The Triumph TT 600 is a middleweight sport bike built by Triumph.

==History and development==

Shortly after Triumph returned to the American market, the designers set their sights on entering the highly contested 600cc market. The Triumph TT600 was designed in 1996, and produced between the year 2000 and 2003. It was Triumph Motorcycles' first in-line four-cylinder 600 cc sportbike, designed to compete in the world's most competitive motorcycle class, the fuel-injected middleweight category.

==Reception==

With a lightweight frame and chassis (dry weight of only 170 kg), adjustable Kayaba shocks, the TT600's handling and braking were highly praised across the industry for being well-balanced and agile. The standard adjustable suspension tuning, combined with a plush seat, upright position, and high-mounted handlebars gave the TT600 remarkable feel and a high degree of comfort similar to its competitors.

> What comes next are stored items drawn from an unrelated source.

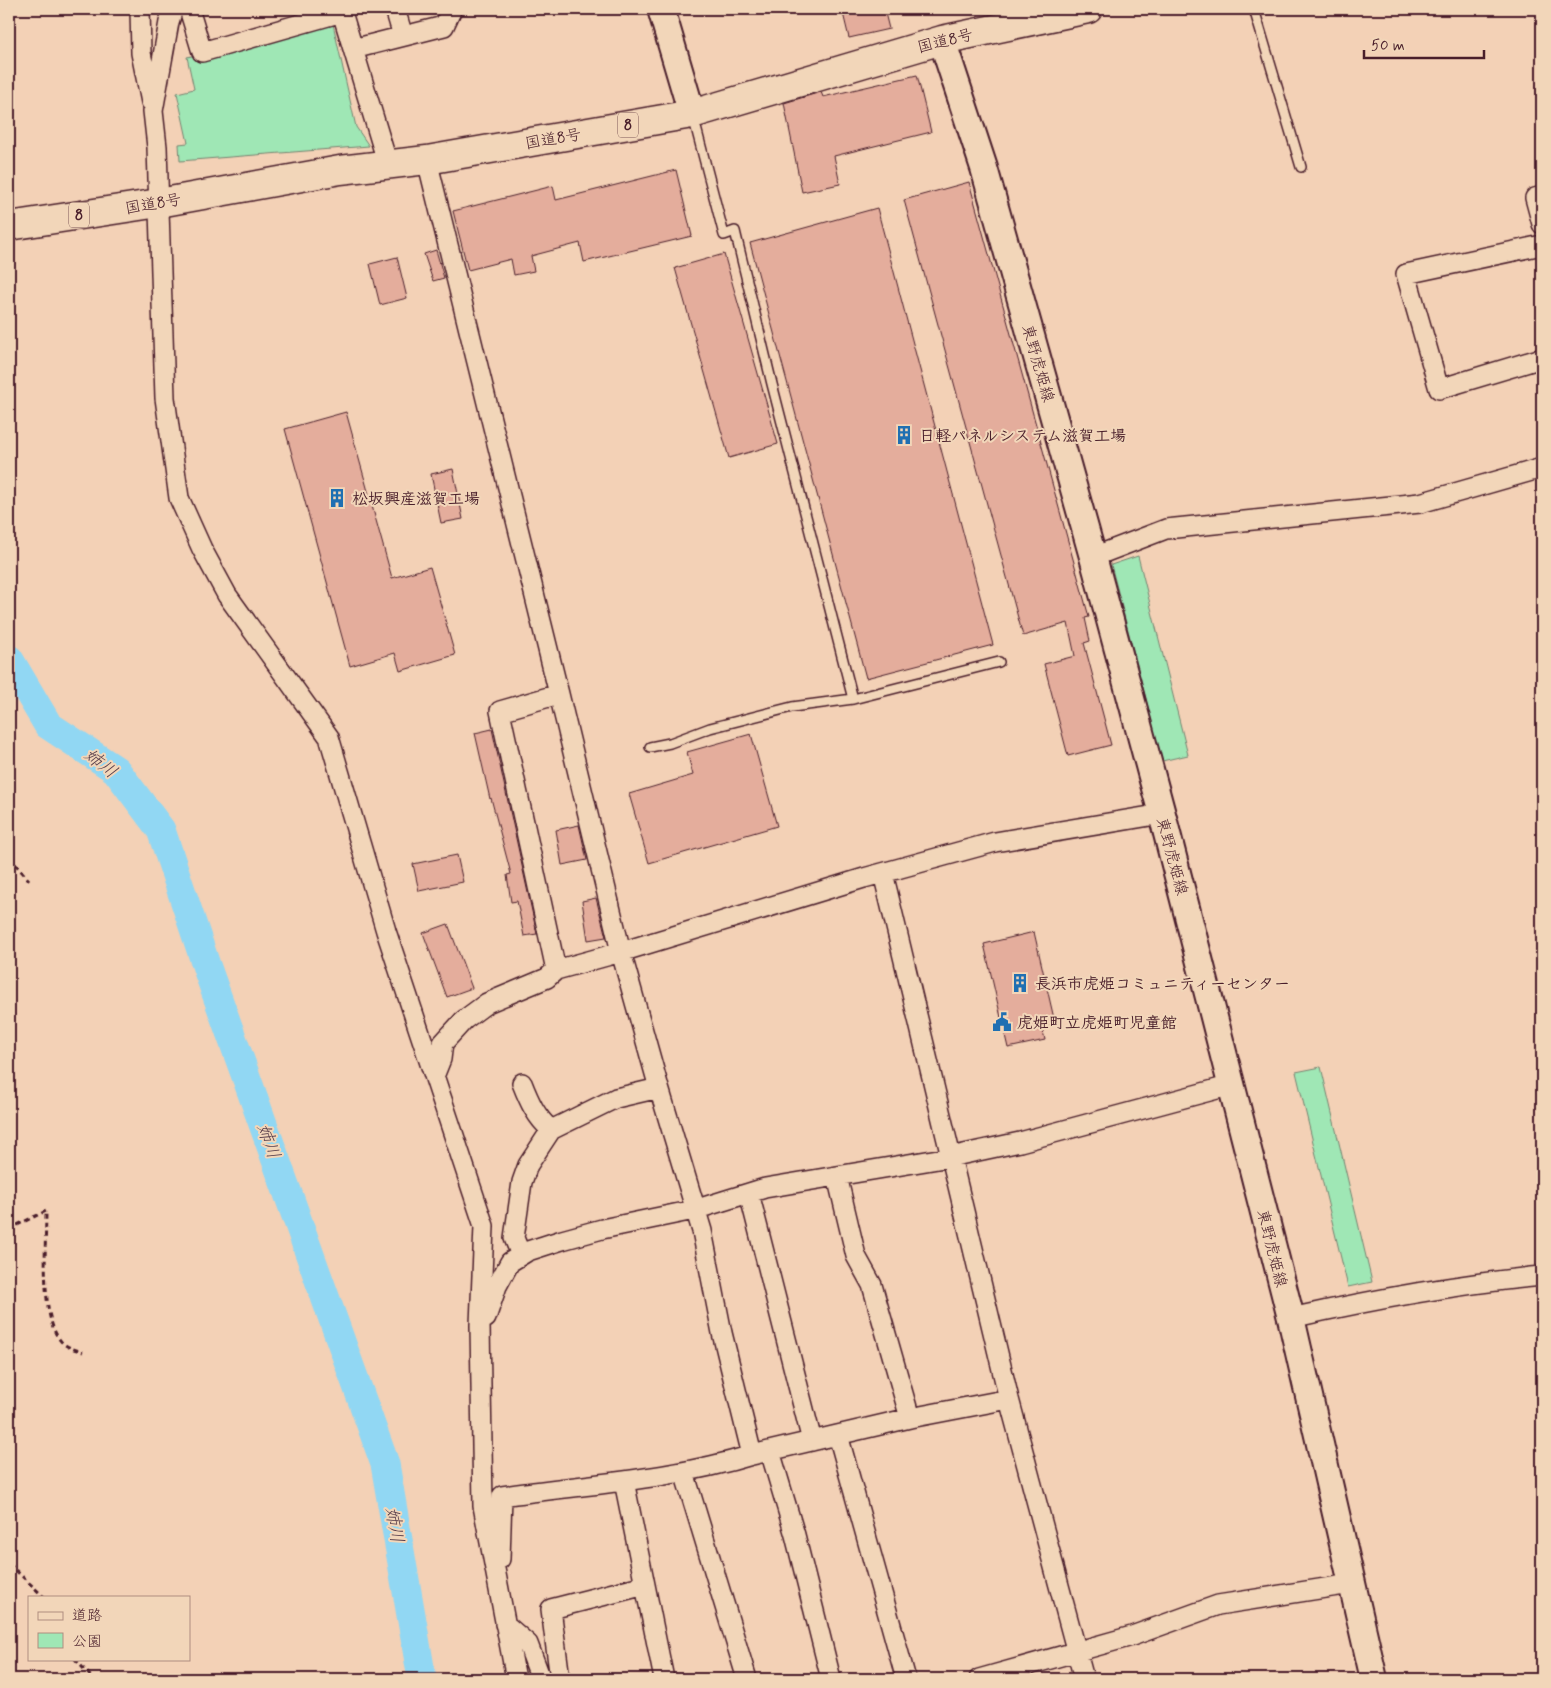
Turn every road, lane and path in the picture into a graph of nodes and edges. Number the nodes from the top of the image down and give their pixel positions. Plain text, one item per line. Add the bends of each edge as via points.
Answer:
1 (140, 9) edge
2 (173, 9) edge
3 (189, 9) edge
4 (395, 9) edge
5 (450, 9) edge
6 (661, 9) edge
7 (1088, 9) edge
8 (1254, 9) edge
9 (342, 10) edge
10 (403, 36) junction
11 (942, 40) junction
12 (353, 49) junction
13 (153, 111) junction
14 (692, 114) junction
15 (427, 160) junction
16 (388, 165) junction
17 (1301, 167) dead end
18 (1542, 196) edge
19 (154, 204) junction
20 (1542, 224) edge
21 (9, 226) edge
22 (1542, 245) edge
23 (1542, 358) edge
24 (1542, 468) edge
25 (1093, 557) junction
26 (998, 662) dead end
27 (559, 694) junction
28 (853, 699) junction
29 (650, 746) dead end
30 (1162, 814) junction
31 (9, 857) edge
32 (883, 873) junction
33 (29, 880) dead end
34 (621, 952) junction
35 (556, 970) junction
36 (434, 1074) junction
37 (522, 1083) dead end
38 (1232, 1085) junction
39 (658, 1088) junction
40 (551, 1130) junction
41 (950, 1156) junction
42 (837, 1176) junction
43 (749, 1193) junction
44 (694, 1210) junction
45 (9, 1229) edge
46 (520, 1255) junction
47 (1542, 1276) edge
48 (1291, 1318) junction
49 (480, 1335) junction
50 (83, 1352) dead end
51 (1010, 1399) junction
52 (910, 1418) junction
53 (838, 1435) junction
54 (812, 1441) junction
55 (761, 1453) junction
56 (684, 1472) junction
57 (624, 1481) junction
58 (9, 1564) edge
59 (497, 1581) junction
60 (1351, 1584) junction
61 (645, 1585) junction
62 (43, 1596) edge
63 (505, 1624) junction
64 (1077, 1651) junction
65 (76, 1660) edge
66 (1017, 1674) edge
67 (93, 1679) edge
68 (516, 1679) edge
69 (541, 1679) edge
70 (560, 1679) edge
71 (664, 1679) edge
72 (748, 1679) edge
73 (831, 1679) edge
74 (906, 1679) edge
75 (979, 1679) edge
76 (1084, 1679) edge
77 (1374, 1679) edge

1 - 13 street via 141,53
2 - 13 street
3 - 9 street via 202,52
4 - 10 street
5 - 10 street via 444,26
6 - 14 main road
7 - 11 highway, 国道8号 / 8
8 - 17 lane
9 - 12 street
10 - 12 street
11 - 14 highway, 国道8号 / 8
11 - 25 main road, 東野虎姫線 via 984,168
12 - 16 street
13 - 19 street via 157,147
14 - 15 highway, 国道8号 / 8
14 - 28 lane via 724,235 735,232
15 - 16 highway, 国道8号 / 8
15 - 27 street
16 - 19 highway, 国道8号 / 8 via 340,170
18 - 20 street via 1535,198
19 - 21 highway, 国道8号 / 8
19 - 36 street via 165,398 179,498 228,595 329,737 386,931
22 - 23 street via 1406,274 1439,389
24 - 25 street via 1420,503 1166,529
25 - 30 main road, 東野虎姫線
26 - 28 lane
27 - 34 street
27 - 35 street via 500,710
28 - 29 lane via 792,707
30 - 32 street via 995,842
30 - 38 main road, 東野虎姫線
31 - 33 path
32 - 34 street
32 - 41 street
34 - 35 street
34 - 39 street
35 - 36 street via 547,978 487,1003 464,1020 443,1042 441,1059
36 - 49 street via 484,1226
37 - 40 street via 540,1120
38 - 41 street via 1020,1142
38 - 48 main road, 東野虎姫線
39 - 40 street via 616,1098
39 - 44 street
40 - 46 street via 528,1165 522,1182 514,1238
41 - 42 street
41 - 51 street
42 - 43 street
42 - 52 street via 856,1256 872,1285
43 - 44 street
43 - 54 street
44 - 46 street via 602,1229
44 - 55 street via 702,1231 722,1333
45 - 50 path via 46,1211 49,1313 59,1340
46 - 49 street via 510,1262 497,1286
47 - 48 street via 1389,1296
48 - 60 main road, 東野虎姫線
49 - 59 street via 483,1506
51 - 52 street
51 - 64 street
52 - 53 street
53 - 54 street
53 - 74 street
54 - 55 street
55 - 56 street
55 - 73 street via 795,1535
56 - 57 street
56 - 72 street
57 - 59 street via 502,1496
57 - 61 street
58 - 62 path
59 - 63 street
60 - 64 street via 1218,1605 1132,1636
60 - 77 main road, 東野虎姫線
61 - 70 street via 551,1609
61 - 71 street
63 - 68 street
63 - 69 street via 528,1644
64 - 66 street
64 - 76 street
65 - 67 path
66 - 75 street

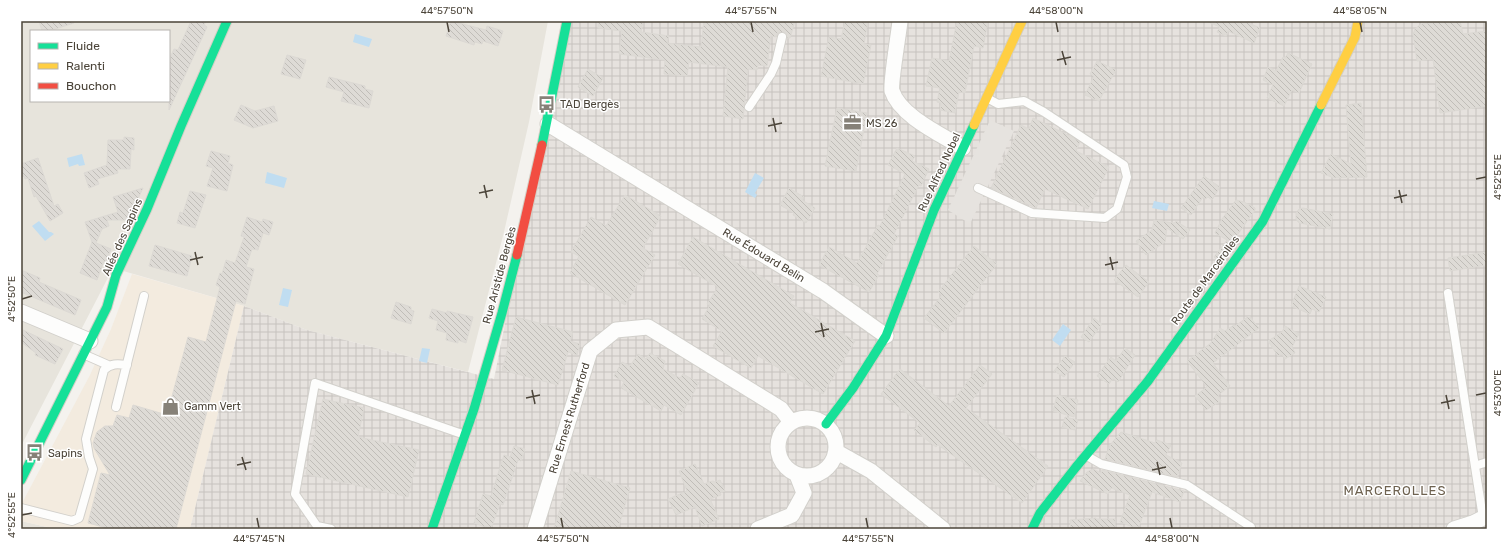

Unfortunately, the TT600 was marred by two major issues. Being the company's first fuel-injected 600cc sportbike, the initial 2000 model had choppy throttle response and bad fuel mapping, leading to harsh on/off throttle transitions. These issues were fixed with the 2001 model, but some vehicles ended up losing 2-3 horsepower in the upper portion of the powerband. The introduction of the 2002 model added back that small amount of horsepower with still more ECU reprogramming, ensuring that the TT600 was now up to the task of producing enough horsepower to adequately compete with its competition. The TT600's successor was the 2003 Triumph Daytona.